- **EXERCISE**:
Only lines holding the word "nodes" are wanted. Copy them from the listing below.
□ □ □ □ □ □ □
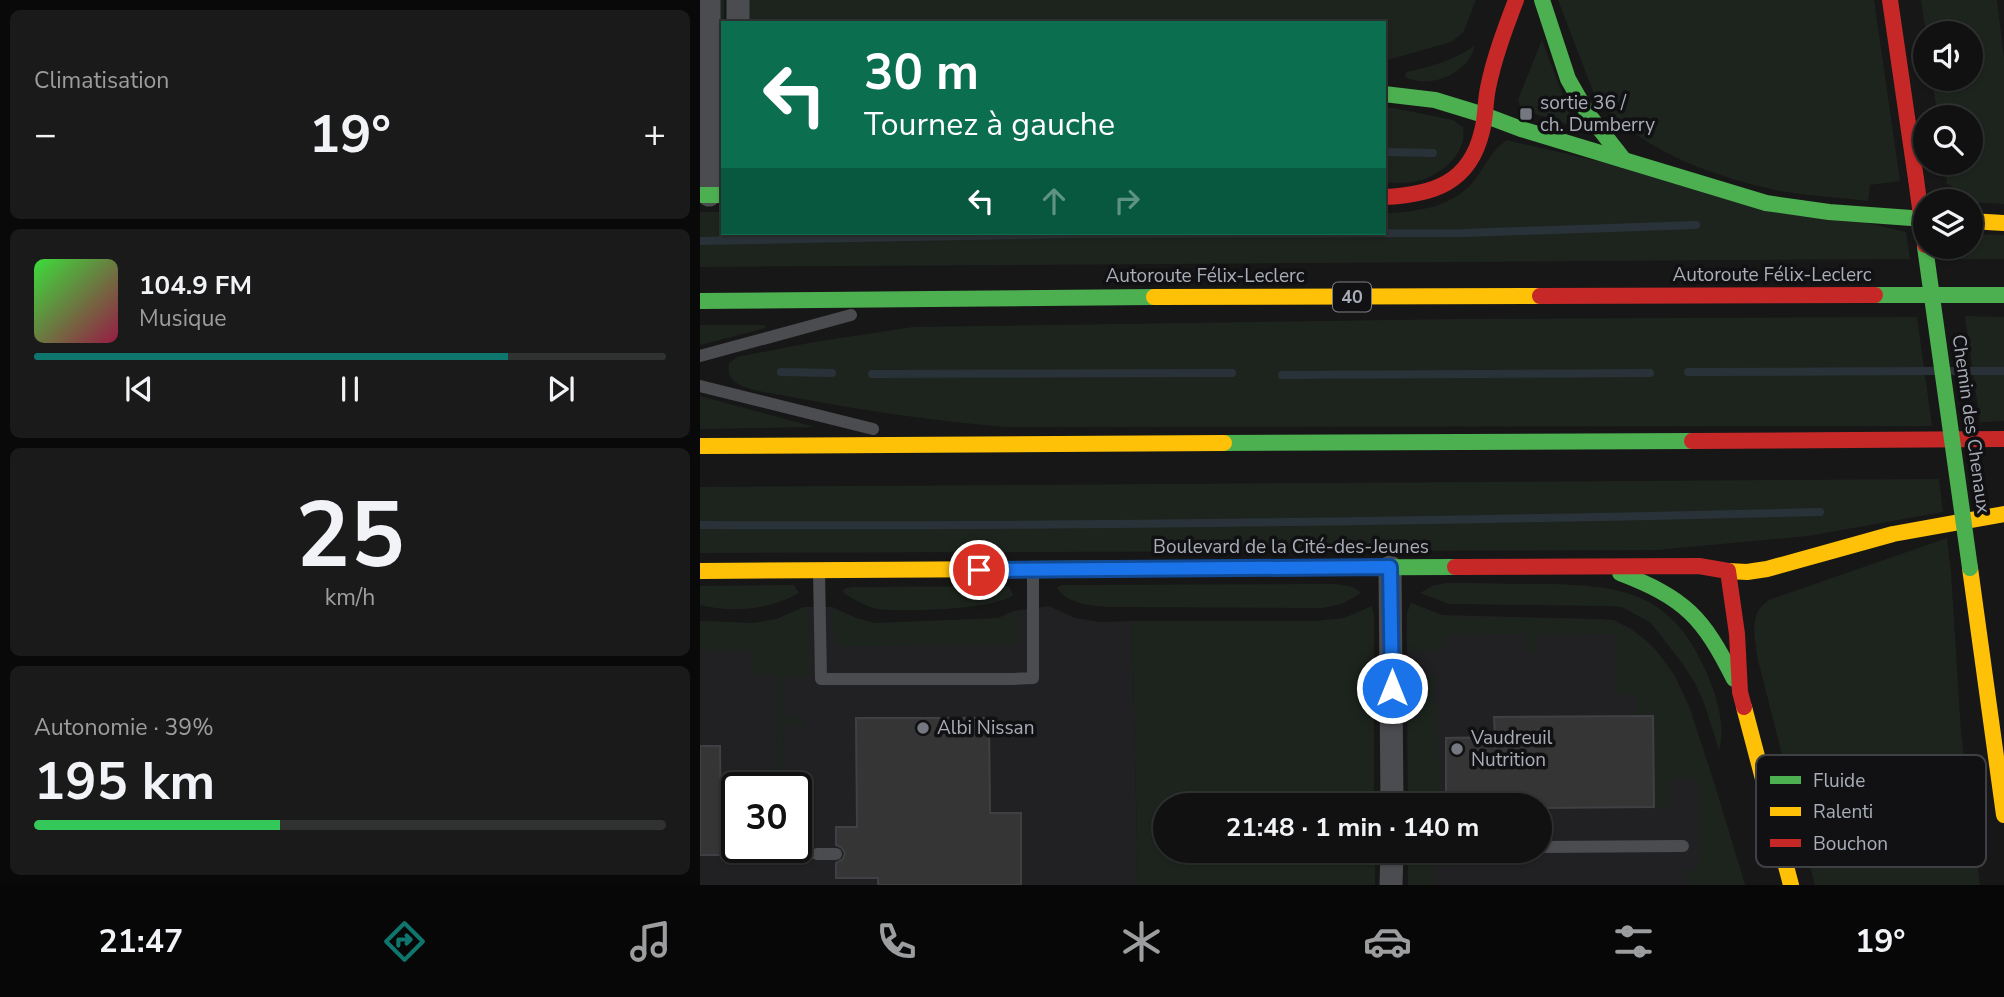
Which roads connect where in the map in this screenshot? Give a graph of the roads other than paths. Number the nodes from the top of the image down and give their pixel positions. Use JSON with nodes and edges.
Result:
{"nodes":[{"id":1,"x":709,"y":0,"type":"edge"},
{"id":2,"x":738,"y":0,"type":"edge"},
{"id":3,"x":1516,"y":0,"type":"edge"},
{"id":4,"x":1542,"y":0,"type":"edge"},
{"id":5,"x":1890,"y":0,"type":"edge"},
{"id":6,"x":738,"y":21,"type":"edge"},
{"id":7,"x":1386,"y":94,"type":"edge"},
{"id":8,"x":1484,"y":115,"type":"junction"},
{"id":9,"x":1625,"y":160,"type":"junction"},
{"id":10,"x":1917,"y":189,"type":"edge"},
{"id":11,"x":711,"y":195,"type":"edge"},
{"id":12,"x":1386,"y":197,"type":"edge"},
{"id":13,"x":1913,"y":218,"type":"edge"},
{"id":14,"x":1983,"y":222,"type":"edge"},
{"id":15,"x":2004,"y":223,"type":"edge"},
{"id":16,"x":1927,"y":259,"type":"edge"},
{"id":17,"x":2004,"y":295,"type":"edge"},
{"id":18,"x":909,"y":300,"type":"junction"},
{"id":19,"x":700,"y":301,"type":"edge"},
{"id":20,"x":700,"y":356,"type":"edge"},
{"id":21,"x":700,"y":386,"type":"edge"},
{"id":22,"x":2004,"y":439,"type":"edge"},
{"id":23,"x":972,"y":445,"type":"junction"},
{"id":24,"x":700,"y":446,"type":"edge"},
{"id":25,"x":2004,"y":514,"type":"edge"},
{"id":26,"x":1390,"y":567,"type":"junction"},
{"id":27,"x":1604,"y":568,"type":"junction"},
{"id":28,"x":700,"y":570,"type":"edge"},
{"id":29,"x":819,"y":570,"type":"junction"},
{"id":30,"x":1033,"y":570,"type":"junction"},
{"id":31,"x":1728,"y":571,"type":"junction"},
{"id":32,"x":1740,"y":692,"type":"junction"},
{"id":33,"x":1757,"y":755,"type":"edge"},
{"id":34,"x":1392,"y":793,"type":"edge"},
{"id":35,"x":2004,"y":815,"type":"edge"},
{"id":36,"x":1683,"y":846,"type":"dead end"},
{"id":37,"x":1552,"y":847,"type":"edge"},
{"id":38,"x":817,"y":854,"type":"dead end"},
{"id":39,"x":836,"y":854,"type":"dead end"},
{"id":40,"x":1392,"y":863,"type":"edge"},
{"id":41,"x":1786,"y":867,"type":"edge"},
{"id":42,"x":1391,"y":885,"type":"edge"},
{"id":43,"x":1791,"y":885,"type":"edge"}],
"edges":[{"from":1,"to":11,"type":"street"},
{"from":2,"to":6,"type":"street"},
{"from":3,"to":8,"type":"main road"},
{"from":4,"to":9,"type":"main road"},
{"from":5,"to":10,"type":"main road","name":"Chemin des Chenaux","bridge":true},
{"from":7,"to":8,"type":"main road"},
{"from":8,"to":9,"type":"main road"},
{"from":8,"to":12,"type":"main road"},
{"from":9,"to":13,"type":"main road"},
{"from":14,"to":15,"type":"main road"},
{"from":16,"to":35,"type":"main road","name":"Chemin des Chenaux","bridge":true},
{"from":17,"to":18,"type":"main road","name":"Autoroute Félix-Leclerc","number":"40"},
{"from":18,"to":19,"type":"main road","name":"Autoroute Félix-Leclerc","number":"40"},
{"from":18,"to":20,"type":"lane"},
{"from":21,"to":23,"type":"lane"},
{"from":22,"to":23,"type":"main road"},
{"from":23,"to":24,"type":"main road"},
{"from":25,"to":31,"type":"main road","name":"Boulevard de la Cité-des-Jeunes"},
{"from":26,"to":27,"type":"main road","name":"Boulevard de la Cité-des-Jeunes"},
{"from":26,"to":30,"type":"main road","name":"Boulevard de la Cité-des-Jeunes"},
{"from":26,"to":34,"type":"street"},
{"from":27,"to":31,"type":"main road","name":"Boulevard de la Cité-des-Jeunes"},
{"from":27,"to":32,"type":"main road"},
{"from":28,"to":29,"type":"main road","name":"Boulevard de la Cité-des-Jeunes"},
{"from":29,"to":30,"type":"main road","name":"Boulevard de la Cité-des-Jeunes"},
{"from":29,"to":30,"type":"lane"},
{"from":31,"to":32,"type":"main road"},
{"from":32,"to":33,"type":"main road"},
{"from":36,"to":37,"type":"lane"},
{"from":38,"to":39,"type":"lane"},
{"from":40,"to":42,"type":"street"},
{"from":41,"to":43,"type":"main road"}]}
□ □ □ □ □ □ □
- **RESULT**:
Which roads connect where in the map in this screenshot? Give a graph of the roads other than paths. Number the nodes from the top of the image down and give their pixel positions. Use JSON with nodes and edges.
{"nodes":[{"id":1,"x":709,"y":0,"type":"edge"},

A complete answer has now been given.